**EXERCISE DIRECTIONS:** Transcribe each line below without altering anything.

[THE RECORDS Boundary: Start]

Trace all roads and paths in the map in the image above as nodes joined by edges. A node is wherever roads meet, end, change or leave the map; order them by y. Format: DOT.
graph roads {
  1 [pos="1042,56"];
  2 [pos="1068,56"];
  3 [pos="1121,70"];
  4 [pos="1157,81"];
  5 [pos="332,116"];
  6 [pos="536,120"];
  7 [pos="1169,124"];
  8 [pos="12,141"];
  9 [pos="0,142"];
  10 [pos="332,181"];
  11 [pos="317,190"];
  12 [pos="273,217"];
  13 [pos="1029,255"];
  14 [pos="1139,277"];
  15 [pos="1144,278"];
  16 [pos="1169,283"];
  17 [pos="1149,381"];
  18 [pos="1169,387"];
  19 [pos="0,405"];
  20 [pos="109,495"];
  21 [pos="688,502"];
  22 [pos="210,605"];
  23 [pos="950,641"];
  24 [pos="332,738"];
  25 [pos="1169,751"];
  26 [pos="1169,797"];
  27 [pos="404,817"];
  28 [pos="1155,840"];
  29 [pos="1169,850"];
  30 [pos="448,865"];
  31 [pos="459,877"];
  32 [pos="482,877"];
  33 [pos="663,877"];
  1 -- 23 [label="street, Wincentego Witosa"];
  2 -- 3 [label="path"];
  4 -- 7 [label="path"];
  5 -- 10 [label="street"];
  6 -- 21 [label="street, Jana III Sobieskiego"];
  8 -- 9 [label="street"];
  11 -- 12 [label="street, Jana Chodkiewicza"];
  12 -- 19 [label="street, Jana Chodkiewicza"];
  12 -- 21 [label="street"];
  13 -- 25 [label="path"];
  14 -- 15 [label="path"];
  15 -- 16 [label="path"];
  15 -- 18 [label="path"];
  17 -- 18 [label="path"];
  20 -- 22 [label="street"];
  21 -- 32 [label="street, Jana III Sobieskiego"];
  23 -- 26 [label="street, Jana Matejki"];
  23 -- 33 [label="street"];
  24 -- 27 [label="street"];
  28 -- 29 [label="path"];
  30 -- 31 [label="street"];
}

[THE RECORDS Boundary: End]

**OUTPUT FOR THIS TASK:**
Trace all roads and paths in the map in the image above as nodes joined by edges. A node is wherever roads meet, end, change or leave the map; order them by y. Format: DOT.
graph roads {
  1 [pos="1042,56"];
  2 [pos="1068,56"];
  3 [pos="1121,70"];
  4 [pos="1157,81"];
  5 [pos="332,116"];
  6 [pos="536,120"];
  7 [pos="1169,124"];
  8 [pos="12,141"];
  9 [pos="0,142"];
  10 [pos="332,181"];
  11 [pos="317,190"];
  12 [pos="273,217"];
  13 [pos="1029,255"];
  14 [pos="1139,277"];
  15 [pos="1144,278"];
  16 [pos="1169,283"];
  17 [pos="1149,381"];
  18 [pos="1169,387"];
  19 [pos="0,405"];
  20 [pos="109,495"];
  21 [pos="688,502"];
  22 [pos="210,605"];
  23 [pos="950,641"];
  24 [pos="332,738"];
  25 [pos="1169,751"];
  26 [pos="1169,797"];
  27 [pos="404,817"];
  28 [pos="1155,840"];
  29 [pos="1169,850"];
  30 [pos="448,865"];
  31 [pos="459,877"];
  32 [pos="482,877"];
  33 [pos="663,877"];
  1 -- 23 [label="street, Wincentego Witosa"];
  2 -- 3 [label="path"];
  4 -- 7 [label="path"];
  5 -- 10 [label="street"];
  6 -- 21 [label="street, Jana III Sobieskiego"];
  8 -- 9 [label="street"];
  11 -- 12 [label="street, Jana Chodkiewicza"];
  12 -- 19 [label="street, Jana Chodkiewicza"];
  12 -- 21 [label="street"];
  13 -- 25 [label="path"];
  14 -- 15 [label="path"];
  15 -- 16 [label="path"];
  15 -- 18 [label="path"];
  17 -- 18 [label="path"];
  20 -- 22 [label="street"];
  21 -- 32 [label="street, Jana III Sobieskiego"];
  23 -- 26 [label="street, Jana Matejki"];
  23 -- 33 [label="street"];
  24 -- 27 [label="street"];
  28 -- 29 [label="path"];
  30 -- 31 [label="street"];
}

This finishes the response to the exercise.